Update: Please read this update on my experience before using the technique in this article.
Update: See the drush implementation of this approach in the comment below.
DamZ taught me a great new piece of git trivia today. You can use a local repository as a kind of cache for a git clone.
Let's create a reference repository for Drupal (and it will be bare, because we don't need any files checked out)

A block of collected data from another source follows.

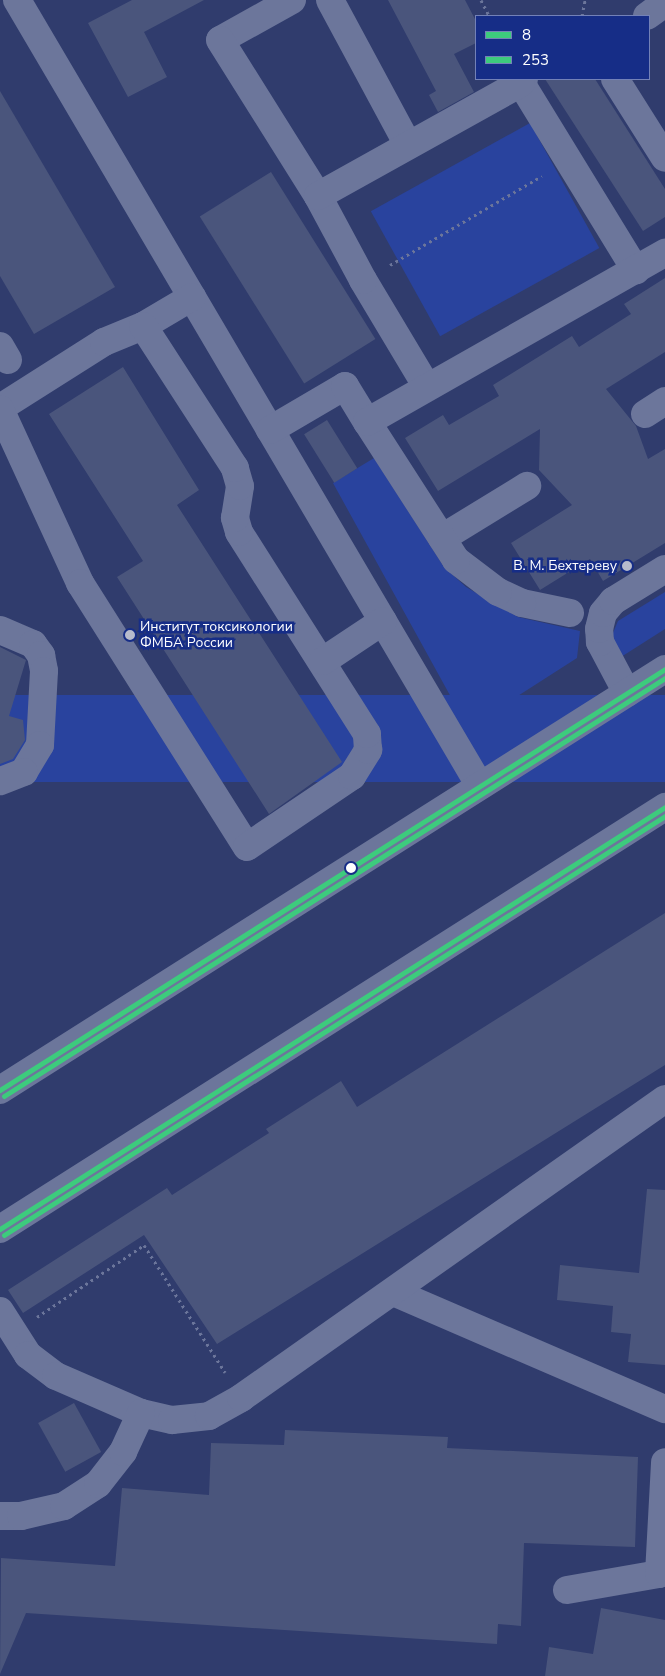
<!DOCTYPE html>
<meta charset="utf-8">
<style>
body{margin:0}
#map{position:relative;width:665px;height:1676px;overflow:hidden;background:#303c6d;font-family:"Nunito Sans",sans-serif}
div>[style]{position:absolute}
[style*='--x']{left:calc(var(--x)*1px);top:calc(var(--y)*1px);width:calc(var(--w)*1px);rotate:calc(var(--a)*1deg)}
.green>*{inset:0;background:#29439e;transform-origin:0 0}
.building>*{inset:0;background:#4a557c;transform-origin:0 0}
.path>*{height:3px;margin-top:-1.5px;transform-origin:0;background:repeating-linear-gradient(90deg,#6c769b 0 2.5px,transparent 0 6.5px)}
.minor>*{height:28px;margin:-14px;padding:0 14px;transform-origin:14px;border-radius:14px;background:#6c769b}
.bus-1>*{height:5px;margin:-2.5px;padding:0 2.5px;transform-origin:2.5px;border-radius:2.5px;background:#3dcb7d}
.bus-2>*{height:5px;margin:-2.5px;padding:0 2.5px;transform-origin:2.5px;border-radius:2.5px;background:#3dcb7d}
.dots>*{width:14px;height:14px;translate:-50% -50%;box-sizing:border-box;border:2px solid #162d87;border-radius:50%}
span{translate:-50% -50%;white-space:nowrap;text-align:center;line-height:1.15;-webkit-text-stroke:5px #162d87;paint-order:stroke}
.poi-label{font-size:14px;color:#fff}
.right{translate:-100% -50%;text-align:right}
.left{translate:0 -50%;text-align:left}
.legend{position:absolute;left:475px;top:15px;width:175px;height:65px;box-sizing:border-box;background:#162d87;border:1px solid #7381b7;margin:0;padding:6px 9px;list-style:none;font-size:15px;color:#fff}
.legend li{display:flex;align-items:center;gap:10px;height:25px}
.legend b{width:25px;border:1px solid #7381b7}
</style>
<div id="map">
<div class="green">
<i style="left:530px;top:123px;width:143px;height:182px;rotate:61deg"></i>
<i style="clip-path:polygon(374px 458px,444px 567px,466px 587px,518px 617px,580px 631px,577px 658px,468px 728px,333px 483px)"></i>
<i style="clip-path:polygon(665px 592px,665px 629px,621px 657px,615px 650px,612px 635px,618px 621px)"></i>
<i style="left:665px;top:695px;width:87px;height:788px;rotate:90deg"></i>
</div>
<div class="building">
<i style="clip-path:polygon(132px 0,204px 0,144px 32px,167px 77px,128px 97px,88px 23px)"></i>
<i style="clip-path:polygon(388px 0,465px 0,476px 21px,476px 43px,454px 54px,474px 92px,438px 112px,429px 95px,436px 91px)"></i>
<i style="clip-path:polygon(545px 79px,595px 79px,665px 189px,665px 217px,643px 231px)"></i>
<i style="clip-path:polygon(0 91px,115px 287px,34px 334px,0 276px)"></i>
<i style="left:271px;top:172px;width:197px;height:84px;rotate:58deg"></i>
<i style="clip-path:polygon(665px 278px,665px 352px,606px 389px,636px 426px,648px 459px,665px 449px,665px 543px,603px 581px,590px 559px,540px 590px,511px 543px,572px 505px,539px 470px,540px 429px,438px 491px,405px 438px,443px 415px,449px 425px,499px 396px,493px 385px,572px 336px,579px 347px,631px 314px,624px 304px)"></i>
<i style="clip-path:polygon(123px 367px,199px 490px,177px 505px,342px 762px,269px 814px,117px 577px,143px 561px,49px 414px)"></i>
<i style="left:327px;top:420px;width:57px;height:27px;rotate:58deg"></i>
<i style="clip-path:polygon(0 647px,26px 660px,9px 716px,23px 720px,25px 740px,13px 759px,0 764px)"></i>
<i style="clip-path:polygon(665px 913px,665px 1065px,217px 1344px,144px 1235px,23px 1313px,8px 1290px,167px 1188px,172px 1195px,269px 1133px,266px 1129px,341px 1081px,357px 1107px)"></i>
<i style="clip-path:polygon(647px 1189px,665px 1190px,665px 1365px,628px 1362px,631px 1334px,611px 1332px,613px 1306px,557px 1300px,560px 1265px,639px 1273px)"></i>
<i style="left:74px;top:1403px;width:56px;height:41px;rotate:61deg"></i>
<i style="clip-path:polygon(285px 1430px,448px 1437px,447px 1448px,638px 1457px,635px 1547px,524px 1543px,521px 1626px,498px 1624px,497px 1644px,26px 1613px,0 1674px,1px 1558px,115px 1566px,122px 1488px,209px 1495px,211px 1443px,284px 1445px)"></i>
<i style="clip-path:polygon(601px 1608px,665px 1620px,665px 1676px,545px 1676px,549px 1647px,593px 1654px)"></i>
</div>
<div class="path">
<i style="--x:481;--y:0;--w:18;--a:63"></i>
<i style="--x:582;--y:16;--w:16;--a:-79"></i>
<i style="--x:390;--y:265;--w:176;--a:-30.4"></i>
<i style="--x:37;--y:1317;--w:129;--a:-33.9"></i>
<i style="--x:144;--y:1245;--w:151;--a:57.5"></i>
</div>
<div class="minor">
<i style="--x:17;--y:0;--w:912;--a:59.5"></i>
<i style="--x:292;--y:0;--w:82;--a:150.9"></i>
<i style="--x:220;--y:40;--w:184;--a:57.9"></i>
<i style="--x:330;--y:0;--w:165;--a:61.7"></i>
<i style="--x:647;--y:16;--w:22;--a:-36"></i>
<i style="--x:524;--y:79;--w:5;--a:127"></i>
<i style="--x:521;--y:83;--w:220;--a:58.5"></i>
<i style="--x:615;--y:79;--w:93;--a:57.7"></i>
<i style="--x:0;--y:346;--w:16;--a:60"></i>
<i style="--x:427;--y:387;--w:125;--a:-120.9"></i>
<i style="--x:363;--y:280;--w:95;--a:-118.2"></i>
<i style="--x:318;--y:196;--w:232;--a:-29.1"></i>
<i style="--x:0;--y:408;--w:123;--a:-32.4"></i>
<i style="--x:104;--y:342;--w:42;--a:-22.3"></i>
<i style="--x:143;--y:326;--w:57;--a:-30.6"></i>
<i style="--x:0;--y:409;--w:192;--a:65.3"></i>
<i style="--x:80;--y:583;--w:312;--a:57.7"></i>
<i style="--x:247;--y:847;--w:127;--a:-34.1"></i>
<i style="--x:352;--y:776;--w:31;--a:-58"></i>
<i style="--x:368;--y:750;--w:16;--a:-94"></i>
<i style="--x:367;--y:734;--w:239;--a:-122.4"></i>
<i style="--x:239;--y:532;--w:15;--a:-106"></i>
<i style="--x:235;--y:518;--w:32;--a:-81"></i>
<i style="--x:240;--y:486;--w:19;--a:-106"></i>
<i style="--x:235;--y:468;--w:169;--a:-122.9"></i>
<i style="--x:645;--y:414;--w:24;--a:-33"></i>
<i style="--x:270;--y:430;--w:87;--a:-30.4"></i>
<i style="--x:345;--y:386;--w:42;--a:58.6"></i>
<i style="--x:442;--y:538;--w:100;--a:-31.5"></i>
<i style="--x:570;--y:613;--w:49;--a:-168.2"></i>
<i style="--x:522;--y:603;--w:26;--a:-155"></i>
<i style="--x:498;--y:592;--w:53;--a:-142.7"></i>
<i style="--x:456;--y:560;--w:164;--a:-122.8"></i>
<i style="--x:367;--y:422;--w:343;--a:-29.6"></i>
<i style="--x:0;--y:630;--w:36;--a:23"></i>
<i style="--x:33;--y:644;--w:14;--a:54"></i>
<i style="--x:41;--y:655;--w:16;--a:79"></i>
<i style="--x:44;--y:671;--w:74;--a:93.1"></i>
<i style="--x:40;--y:745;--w:31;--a:121"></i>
<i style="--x:24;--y:772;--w:26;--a:159"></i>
<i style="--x:323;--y:661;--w:72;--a:-33.7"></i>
<i style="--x:627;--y:693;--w:58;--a:-117.9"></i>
<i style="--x:600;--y:642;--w:13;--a:-94"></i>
<i style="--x:599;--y:629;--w:16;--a:-76"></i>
<i style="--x:603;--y:613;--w:16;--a:-50"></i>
<i style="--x:613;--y:601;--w:61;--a:-31.6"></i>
<i style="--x:0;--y:1090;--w:787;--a:-32.34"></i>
<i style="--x:0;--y:1229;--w:788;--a:-32.4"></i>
<i style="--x:393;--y:1292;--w:296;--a:23.3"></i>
<i style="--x:0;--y:1311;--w:52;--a:57.5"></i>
<i style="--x:28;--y:1355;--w:35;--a:37"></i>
<i style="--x:56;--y:1376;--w:93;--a:23.5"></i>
<i style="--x:141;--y:1413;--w:32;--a:13"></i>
<i style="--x:172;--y:1420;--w:37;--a:-6"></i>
<i style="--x:209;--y:1416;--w:37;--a:-29"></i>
<i style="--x:241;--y:1398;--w:519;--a:-35.19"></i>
<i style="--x:0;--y:1516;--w:21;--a:0"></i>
<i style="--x:21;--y:1516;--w:44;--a:-13.1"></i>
<i style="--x:64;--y:1506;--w:40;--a:-32.9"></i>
<i style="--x:98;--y:1484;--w:41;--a:-52"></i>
<i style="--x:123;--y:1452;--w:43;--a:-65.2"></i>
<i style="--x:567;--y:1590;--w:93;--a:-9.9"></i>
<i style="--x:659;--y:1574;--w:112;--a:-86.9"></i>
</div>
<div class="bus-1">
<i style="--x:0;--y:1090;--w:787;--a:-32.34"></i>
<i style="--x:0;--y:1229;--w:788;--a:-32.4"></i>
</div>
<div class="bus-2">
<i style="--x:4;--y:1096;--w:782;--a:-32.31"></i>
<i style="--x:4;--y:1235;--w:783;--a:-32.37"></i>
</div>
<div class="dots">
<i style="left:627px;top:566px;background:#b7bbcc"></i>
<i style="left:130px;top:635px;background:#b7bbcc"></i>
<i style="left:351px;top:868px;background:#fff"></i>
</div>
<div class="poi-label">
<span class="right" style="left:617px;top:566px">В. М. Бехтереву</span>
<span class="left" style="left:140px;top:635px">Институт токсикологии<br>ФМБА России</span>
</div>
<ul class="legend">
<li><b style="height:6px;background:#3dcb7d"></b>8</li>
<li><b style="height:6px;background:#3dcb7d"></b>253</li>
</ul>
</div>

git clone --mirror git://git.drupal.org/project/drupal.git ~/gitcaches/drupal.reference
That makes a complete clone of Drupal's full history in ~/gitcaches/drupal.reference
Now when I need to clone the Drupal project's entire history (as I might do often in testing) I can
git clone --reference ~/gitcaches/drupal.reference git://git.drupal.org/project/drupal.git
And the clone time is on the order of 2 seconds instead of several minutes. And yes, it picks up new changes that may have happened in the real remote repository.
To go beyond this (again from DamZ) we can have a reference repository that has many projects referenced within it.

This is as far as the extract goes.